- **TASK DETAILS**: Show the lines below where "nodes" occurs.

[Stored data]
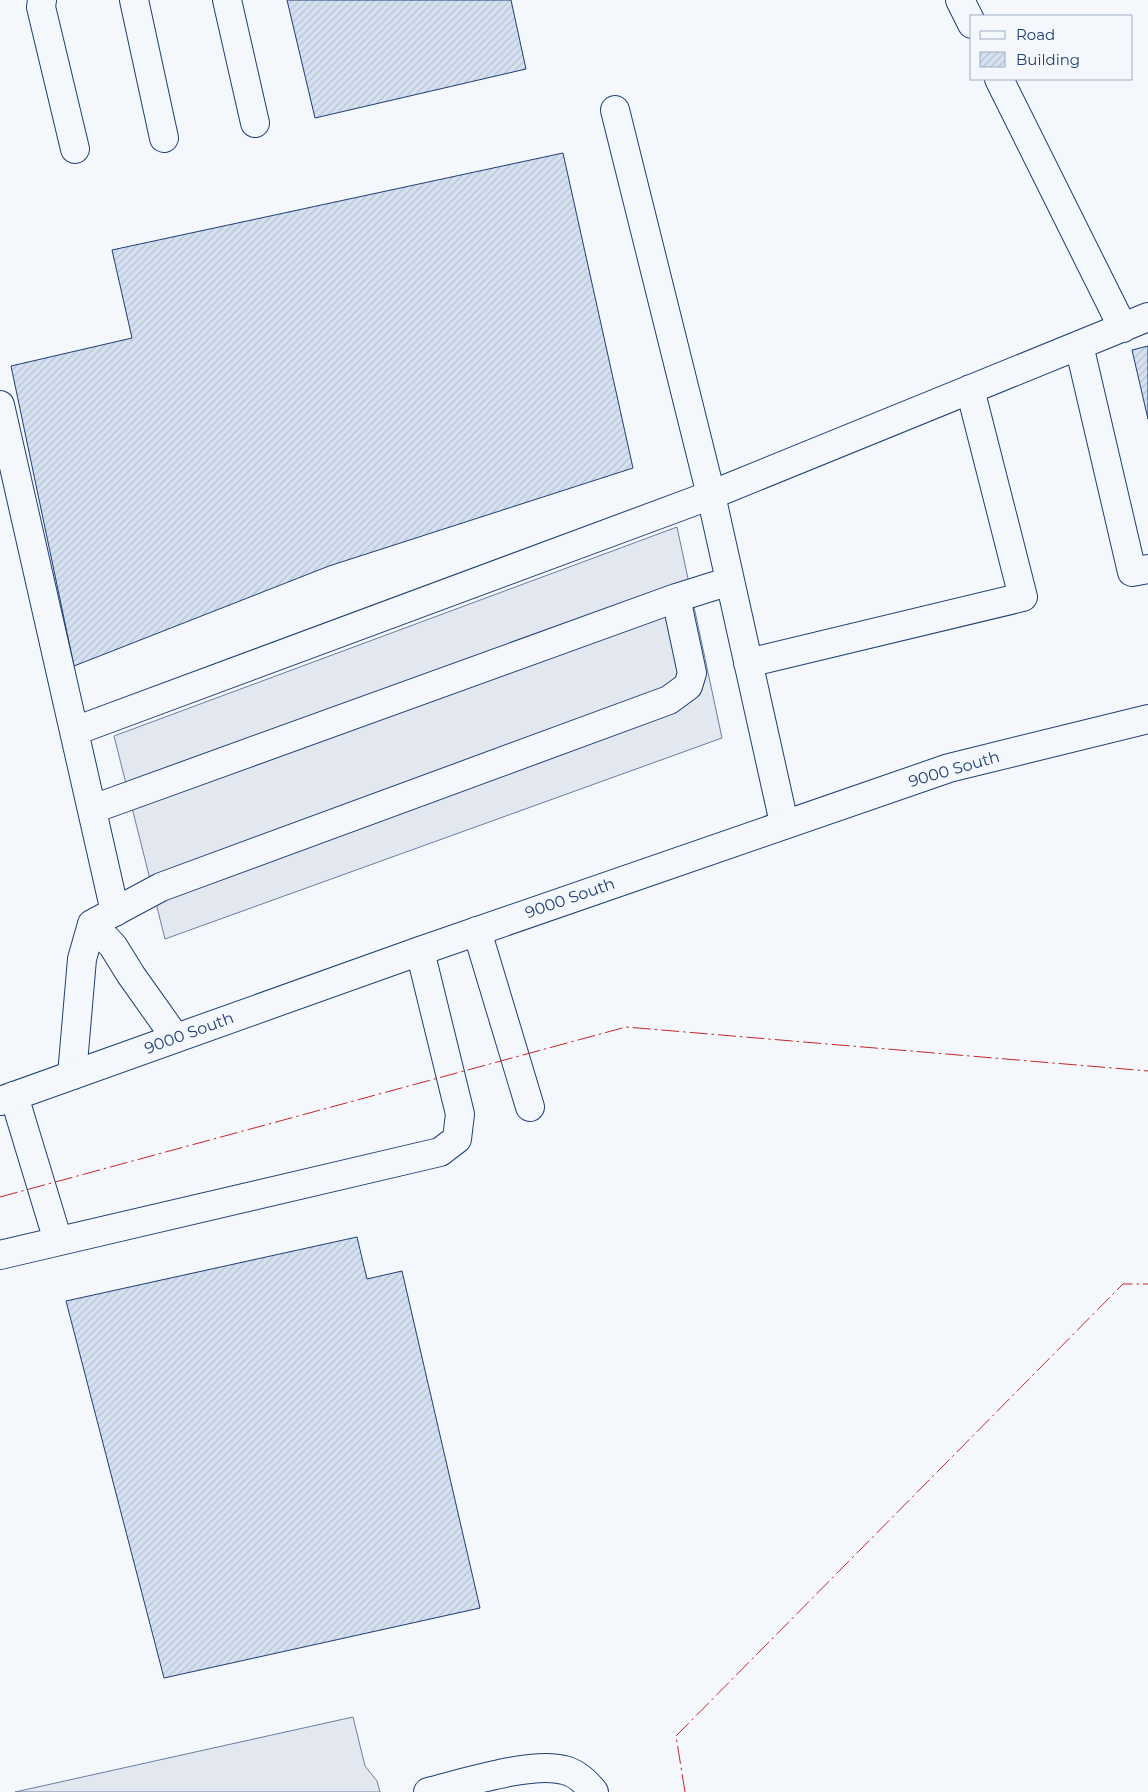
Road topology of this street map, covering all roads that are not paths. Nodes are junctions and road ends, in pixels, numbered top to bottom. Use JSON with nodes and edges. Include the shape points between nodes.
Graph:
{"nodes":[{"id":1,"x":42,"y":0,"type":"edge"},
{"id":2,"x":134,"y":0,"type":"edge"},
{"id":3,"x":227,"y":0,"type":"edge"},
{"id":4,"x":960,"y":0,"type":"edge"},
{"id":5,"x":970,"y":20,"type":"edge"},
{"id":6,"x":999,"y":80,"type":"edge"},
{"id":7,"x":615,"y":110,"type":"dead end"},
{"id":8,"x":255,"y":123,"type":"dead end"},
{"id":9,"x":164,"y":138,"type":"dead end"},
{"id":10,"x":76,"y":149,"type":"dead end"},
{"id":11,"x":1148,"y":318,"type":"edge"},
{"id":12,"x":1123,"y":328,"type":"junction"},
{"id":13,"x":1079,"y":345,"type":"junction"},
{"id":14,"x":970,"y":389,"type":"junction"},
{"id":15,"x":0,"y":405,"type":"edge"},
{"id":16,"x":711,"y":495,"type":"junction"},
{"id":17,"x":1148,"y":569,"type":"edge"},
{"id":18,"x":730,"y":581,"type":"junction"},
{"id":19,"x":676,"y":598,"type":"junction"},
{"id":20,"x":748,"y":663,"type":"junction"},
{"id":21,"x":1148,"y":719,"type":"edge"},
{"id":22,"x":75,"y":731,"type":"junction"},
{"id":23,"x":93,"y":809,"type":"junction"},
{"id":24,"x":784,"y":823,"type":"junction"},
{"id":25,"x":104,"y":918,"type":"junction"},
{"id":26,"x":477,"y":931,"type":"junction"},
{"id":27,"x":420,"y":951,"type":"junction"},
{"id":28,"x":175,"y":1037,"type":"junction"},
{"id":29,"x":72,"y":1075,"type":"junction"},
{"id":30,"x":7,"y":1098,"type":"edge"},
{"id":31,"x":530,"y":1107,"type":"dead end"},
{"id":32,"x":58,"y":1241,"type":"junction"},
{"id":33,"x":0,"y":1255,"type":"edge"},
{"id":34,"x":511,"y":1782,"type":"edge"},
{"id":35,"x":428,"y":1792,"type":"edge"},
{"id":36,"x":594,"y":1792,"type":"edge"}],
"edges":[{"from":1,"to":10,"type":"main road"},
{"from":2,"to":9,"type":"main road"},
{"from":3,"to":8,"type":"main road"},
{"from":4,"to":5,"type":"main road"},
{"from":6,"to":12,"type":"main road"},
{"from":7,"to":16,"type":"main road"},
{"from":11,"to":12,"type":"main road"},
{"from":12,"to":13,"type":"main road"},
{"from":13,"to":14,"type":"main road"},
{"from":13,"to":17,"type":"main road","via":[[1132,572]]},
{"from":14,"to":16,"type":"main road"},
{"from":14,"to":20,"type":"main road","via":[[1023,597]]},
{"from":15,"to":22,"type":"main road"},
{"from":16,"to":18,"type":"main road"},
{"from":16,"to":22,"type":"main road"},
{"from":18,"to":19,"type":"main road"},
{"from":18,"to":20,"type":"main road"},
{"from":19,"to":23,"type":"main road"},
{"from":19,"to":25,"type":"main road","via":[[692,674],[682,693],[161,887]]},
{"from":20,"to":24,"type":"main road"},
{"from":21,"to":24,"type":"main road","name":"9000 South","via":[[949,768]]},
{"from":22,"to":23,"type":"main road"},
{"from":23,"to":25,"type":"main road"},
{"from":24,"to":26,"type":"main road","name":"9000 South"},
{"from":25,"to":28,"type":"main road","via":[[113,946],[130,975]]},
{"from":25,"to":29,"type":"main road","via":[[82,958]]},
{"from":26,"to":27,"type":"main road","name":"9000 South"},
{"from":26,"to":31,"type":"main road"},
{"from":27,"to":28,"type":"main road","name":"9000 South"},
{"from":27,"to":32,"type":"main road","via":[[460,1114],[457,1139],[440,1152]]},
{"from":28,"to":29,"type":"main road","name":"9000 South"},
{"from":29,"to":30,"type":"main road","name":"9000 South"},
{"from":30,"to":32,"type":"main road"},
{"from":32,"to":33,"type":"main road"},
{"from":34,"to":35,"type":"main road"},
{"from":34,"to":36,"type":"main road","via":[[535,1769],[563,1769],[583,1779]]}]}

- **YOUR RESPONSE**:
Road topology of this street map, covering all roads that are not paths. Nodes are junctions and road ends, in pixels, numbered top to bottom. Use JSON with nodes and edges. Include the shape points between nodes.
{"nodes":[{"id":1,"x":42,"y":0,"type":"edge"},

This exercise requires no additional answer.